Re: [HACKERS] CSV Logging questions

From: Robert Haas <robertmhaas(at)gmail(dot)com>
To: Greg Stark <stark(at)mit(dot)edu>
Cc: PostgreSQL-development <pgsql-hackers(at)postgresql(dot)org>
Subject: Re: [HACKERS] CSV Logging questions
Date: 2017-11-30 21:09:42
Message-ID: CA+TgmoZzUjL=2ZB5WWaSxqyNHyhaKVmjwES5e7aEmrHSAd_1OA@mail.gmail.com
Views: Raw Message | Whole Thread | Download mbox | Resend email
Thread:
Lists: pgsql-hackers

On Mon, Sep 4, 2017 at 12:27 PM, Greg Stark <stark(at)mit(dot)edu> wrote:
> 1) Why do we gather a per-session log line number? Is it just to aid
> people importing to avoid duplicate entries from partial files? Is
> there some other purpose given that entries will already be sequential
> in the csv file?

I think the idea is that if you see a line for a session you can tell
whether there are any earlier lines for the same session. It might
not be obvious, because they could be much earlier in the log if a
session was idle for a while. I've certainly run into this problem in
real-world troubleshooting.

> 2) Why is the file error conditional on log_error_verbosity? Surely
> the whole point of a structured log is that you can log everything and
> choose what to display later -- i.e. why csv logging doesn't look at
> log_line_prefix to determine which other bits to display. There's no
> added cost to include this information unconditionally and they're far
> from the largest piece of data being logged either.
>
> 3) Similarly I wonder if the statement should always be included even
> with hide_stmt is set so that users can write sensible queries against
> the data even if it means duplicating data.

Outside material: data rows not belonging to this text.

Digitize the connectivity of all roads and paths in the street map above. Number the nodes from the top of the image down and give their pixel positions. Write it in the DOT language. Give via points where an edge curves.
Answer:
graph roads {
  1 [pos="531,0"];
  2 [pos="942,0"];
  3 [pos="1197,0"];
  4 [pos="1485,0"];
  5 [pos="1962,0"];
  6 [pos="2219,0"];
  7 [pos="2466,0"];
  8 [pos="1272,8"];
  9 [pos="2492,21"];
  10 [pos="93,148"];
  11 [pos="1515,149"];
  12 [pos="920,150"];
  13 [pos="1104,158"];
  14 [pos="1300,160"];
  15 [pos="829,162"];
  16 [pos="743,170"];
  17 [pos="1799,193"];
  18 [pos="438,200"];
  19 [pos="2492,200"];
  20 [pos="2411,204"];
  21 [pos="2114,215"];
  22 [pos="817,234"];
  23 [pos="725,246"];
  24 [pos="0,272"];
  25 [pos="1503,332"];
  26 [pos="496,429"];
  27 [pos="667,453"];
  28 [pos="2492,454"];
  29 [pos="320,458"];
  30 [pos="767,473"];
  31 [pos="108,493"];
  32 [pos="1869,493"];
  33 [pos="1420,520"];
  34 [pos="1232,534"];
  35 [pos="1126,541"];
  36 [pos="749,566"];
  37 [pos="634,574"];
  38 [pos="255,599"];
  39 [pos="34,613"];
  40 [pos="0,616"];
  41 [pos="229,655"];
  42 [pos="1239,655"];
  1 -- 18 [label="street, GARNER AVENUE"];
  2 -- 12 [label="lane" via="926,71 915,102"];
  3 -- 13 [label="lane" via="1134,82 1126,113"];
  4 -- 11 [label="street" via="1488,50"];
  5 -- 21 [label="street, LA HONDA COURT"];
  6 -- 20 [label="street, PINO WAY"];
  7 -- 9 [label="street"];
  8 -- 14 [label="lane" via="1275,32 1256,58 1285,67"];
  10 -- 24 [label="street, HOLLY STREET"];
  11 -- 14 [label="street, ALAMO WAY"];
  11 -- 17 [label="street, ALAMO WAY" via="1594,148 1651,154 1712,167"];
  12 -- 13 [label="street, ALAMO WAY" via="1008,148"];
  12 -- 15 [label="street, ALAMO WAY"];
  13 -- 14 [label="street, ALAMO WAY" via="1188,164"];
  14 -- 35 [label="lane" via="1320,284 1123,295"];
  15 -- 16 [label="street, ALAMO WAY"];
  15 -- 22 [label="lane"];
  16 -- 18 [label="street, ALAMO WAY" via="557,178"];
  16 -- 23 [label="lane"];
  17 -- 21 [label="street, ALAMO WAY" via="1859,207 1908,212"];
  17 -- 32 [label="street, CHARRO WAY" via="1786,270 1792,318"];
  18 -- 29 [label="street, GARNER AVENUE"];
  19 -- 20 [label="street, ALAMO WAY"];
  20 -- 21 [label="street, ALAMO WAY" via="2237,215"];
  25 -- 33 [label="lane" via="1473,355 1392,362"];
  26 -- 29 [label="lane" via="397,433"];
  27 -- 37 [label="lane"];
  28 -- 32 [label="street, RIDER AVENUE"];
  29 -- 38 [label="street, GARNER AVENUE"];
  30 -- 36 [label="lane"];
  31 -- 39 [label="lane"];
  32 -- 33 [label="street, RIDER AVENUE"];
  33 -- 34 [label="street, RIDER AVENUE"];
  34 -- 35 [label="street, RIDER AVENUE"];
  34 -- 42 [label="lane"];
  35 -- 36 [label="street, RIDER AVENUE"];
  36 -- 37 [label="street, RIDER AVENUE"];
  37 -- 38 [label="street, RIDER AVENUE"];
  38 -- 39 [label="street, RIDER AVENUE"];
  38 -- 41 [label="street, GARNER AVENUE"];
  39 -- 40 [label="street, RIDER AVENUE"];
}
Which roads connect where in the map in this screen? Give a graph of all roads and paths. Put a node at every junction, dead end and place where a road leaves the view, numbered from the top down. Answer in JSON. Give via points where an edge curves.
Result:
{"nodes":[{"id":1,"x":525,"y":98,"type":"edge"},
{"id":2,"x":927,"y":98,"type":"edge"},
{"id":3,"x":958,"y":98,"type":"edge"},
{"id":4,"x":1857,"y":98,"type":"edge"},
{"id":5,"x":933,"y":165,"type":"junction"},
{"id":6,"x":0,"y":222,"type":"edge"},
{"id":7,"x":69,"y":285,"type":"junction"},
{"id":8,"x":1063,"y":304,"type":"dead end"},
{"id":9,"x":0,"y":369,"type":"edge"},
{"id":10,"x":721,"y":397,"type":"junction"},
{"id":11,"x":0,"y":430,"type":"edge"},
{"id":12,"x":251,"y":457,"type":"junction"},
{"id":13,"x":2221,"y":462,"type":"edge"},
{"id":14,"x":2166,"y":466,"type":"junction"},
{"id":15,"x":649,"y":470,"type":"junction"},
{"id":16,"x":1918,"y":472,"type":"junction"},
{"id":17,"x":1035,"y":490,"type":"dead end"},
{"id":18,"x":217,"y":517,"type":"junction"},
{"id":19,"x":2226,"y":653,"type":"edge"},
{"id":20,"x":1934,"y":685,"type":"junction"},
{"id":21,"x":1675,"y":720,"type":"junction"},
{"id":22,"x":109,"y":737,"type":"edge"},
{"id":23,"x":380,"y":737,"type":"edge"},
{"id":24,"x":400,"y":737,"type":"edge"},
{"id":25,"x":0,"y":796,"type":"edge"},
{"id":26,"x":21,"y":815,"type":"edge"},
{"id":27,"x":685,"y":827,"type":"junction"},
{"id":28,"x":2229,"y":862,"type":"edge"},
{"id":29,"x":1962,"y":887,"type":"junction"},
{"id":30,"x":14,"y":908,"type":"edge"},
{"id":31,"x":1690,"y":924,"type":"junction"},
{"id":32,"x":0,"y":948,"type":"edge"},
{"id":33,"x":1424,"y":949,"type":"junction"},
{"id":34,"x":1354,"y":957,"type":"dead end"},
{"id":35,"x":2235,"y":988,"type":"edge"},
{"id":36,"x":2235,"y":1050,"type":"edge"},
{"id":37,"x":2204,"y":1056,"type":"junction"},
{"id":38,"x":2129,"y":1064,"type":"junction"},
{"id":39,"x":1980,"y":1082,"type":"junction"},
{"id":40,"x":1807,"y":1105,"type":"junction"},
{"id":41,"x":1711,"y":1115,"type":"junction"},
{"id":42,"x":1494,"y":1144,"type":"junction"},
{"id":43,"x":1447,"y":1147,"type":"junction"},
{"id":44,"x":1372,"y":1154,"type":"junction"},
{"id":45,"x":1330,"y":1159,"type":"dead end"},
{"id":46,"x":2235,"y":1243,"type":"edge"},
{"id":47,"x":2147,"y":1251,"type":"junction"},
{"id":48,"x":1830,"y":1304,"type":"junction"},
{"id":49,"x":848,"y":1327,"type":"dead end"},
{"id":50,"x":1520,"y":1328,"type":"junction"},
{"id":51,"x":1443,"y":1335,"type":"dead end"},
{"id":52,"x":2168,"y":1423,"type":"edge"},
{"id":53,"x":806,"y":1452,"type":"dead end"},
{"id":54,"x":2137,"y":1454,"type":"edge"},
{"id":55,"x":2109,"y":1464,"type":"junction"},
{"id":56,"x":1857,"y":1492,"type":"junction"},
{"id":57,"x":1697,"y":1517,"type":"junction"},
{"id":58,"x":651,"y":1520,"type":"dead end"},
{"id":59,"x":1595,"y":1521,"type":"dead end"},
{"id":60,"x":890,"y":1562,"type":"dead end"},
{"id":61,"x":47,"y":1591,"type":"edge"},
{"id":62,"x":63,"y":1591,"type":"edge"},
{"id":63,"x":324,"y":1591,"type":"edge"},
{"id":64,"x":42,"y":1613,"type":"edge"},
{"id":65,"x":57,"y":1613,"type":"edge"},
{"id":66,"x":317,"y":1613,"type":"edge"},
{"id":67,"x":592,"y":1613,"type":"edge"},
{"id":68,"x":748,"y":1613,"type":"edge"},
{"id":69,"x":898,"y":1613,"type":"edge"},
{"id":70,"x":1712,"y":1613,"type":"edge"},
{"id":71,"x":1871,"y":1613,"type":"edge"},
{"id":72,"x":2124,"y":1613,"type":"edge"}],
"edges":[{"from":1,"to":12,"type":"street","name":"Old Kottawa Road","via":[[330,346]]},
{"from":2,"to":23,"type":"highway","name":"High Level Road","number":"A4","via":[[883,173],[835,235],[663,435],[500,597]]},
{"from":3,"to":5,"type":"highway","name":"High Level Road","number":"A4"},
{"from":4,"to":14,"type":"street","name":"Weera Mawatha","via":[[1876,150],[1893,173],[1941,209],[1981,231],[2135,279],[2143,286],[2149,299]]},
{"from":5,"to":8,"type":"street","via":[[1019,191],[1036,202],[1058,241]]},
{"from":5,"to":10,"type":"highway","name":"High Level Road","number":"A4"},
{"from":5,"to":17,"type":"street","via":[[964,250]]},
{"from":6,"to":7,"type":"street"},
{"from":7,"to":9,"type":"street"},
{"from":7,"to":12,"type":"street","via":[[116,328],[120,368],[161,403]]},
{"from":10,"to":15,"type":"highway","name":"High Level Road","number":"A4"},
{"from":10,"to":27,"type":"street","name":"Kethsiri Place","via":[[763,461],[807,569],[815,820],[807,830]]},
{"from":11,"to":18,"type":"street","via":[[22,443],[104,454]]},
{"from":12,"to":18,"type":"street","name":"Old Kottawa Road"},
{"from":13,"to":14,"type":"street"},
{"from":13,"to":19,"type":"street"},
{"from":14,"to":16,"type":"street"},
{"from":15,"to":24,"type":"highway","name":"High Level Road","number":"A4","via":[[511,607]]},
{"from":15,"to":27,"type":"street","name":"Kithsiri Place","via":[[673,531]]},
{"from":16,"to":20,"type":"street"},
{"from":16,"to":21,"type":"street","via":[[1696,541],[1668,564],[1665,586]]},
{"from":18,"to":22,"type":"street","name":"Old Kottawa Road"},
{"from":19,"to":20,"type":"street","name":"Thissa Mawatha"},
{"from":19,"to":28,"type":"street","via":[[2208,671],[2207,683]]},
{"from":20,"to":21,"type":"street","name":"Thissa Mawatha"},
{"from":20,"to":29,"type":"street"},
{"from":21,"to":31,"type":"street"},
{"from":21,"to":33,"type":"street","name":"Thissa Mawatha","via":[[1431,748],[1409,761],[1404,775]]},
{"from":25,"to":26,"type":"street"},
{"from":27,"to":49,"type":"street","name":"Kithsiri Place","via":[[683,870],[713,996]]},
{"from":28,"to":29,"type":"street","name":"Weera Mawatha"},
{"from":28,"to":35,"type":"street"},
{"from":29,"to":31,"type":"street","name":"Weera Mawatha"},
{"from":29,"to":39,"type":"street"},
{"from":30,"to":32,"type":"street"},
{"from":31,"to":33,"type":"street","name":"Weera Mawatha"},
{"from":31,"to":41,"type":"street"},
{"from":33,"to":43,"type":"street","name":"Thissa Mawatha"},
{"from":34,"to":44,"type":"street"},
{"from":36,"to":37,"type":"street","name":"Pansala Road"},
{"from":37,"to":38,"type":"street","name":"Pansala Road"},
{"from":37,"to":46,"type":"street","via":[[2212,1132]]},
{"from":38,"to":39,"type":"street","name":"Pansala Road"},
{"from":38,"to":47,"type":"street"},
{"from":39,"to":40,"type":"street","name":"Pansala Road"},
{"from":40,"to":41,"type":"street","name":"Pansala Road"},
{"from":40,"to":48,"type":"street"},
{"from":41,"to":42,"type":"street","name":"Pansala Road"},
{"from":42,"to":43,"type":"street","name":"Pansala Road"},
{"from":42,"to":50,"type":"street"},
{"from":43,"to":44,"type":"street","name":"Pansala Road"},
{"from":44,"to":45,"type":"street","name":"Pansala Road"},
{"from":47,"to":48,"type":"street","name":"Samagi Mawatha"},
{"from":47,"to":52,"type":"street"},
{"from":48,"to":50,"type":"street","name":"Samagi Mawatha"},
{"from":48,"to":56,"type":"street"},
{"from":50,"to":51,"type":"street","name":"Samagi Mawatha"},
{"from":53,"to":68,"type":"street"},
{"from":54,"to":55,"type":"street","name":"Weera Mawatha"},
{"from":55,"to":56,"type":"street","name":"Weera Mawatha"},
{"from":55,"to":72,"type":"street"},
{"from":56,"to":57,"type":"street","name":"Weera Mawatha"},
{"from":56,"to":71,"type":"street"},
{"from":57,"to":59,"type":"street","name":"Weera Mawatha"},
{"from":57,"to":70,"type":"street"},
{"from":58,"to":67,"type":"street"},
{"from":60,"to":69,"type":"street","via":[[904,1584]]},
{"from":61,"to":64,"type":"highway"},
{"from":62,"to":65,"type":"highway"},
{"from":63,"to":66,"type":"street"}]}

I think the principle that the CSV log should contain all of the
output fields can be taken too far, and I'd put both of these ideas in
that category. I don't see any reason to believe there couldn't be a
user who wants CSV logging but not at maximum verbosity -- and
hide_stmt is used for cases like this:

ereport(LOG,
(errmsg("statement: %s", query_string),
errhidestmt(true),
errdetail_execute(parsetree_list)));

Actually, I think it's poor design to force the CSV log to contain all
of the output fields. For some users, that might make it unusable by
making the output too big. I think it would be better if the data
were self-identifying - e.g. by sticking a header line on each log
file - and perhaps complete by default, but still configurable. We've
had the idea of adding new %-escapes shot down on the grounds that
that would force us to include them all the time in CSV output and
they are too specialized to justify this, but that seems to me to be a
case of the tail wagging the dog.

> 4) Why the session start time? Is this just so that <process_id,
> session_start_time> uniquely identiifes a session? Should we perhaps
> generate a unique session identifier instead?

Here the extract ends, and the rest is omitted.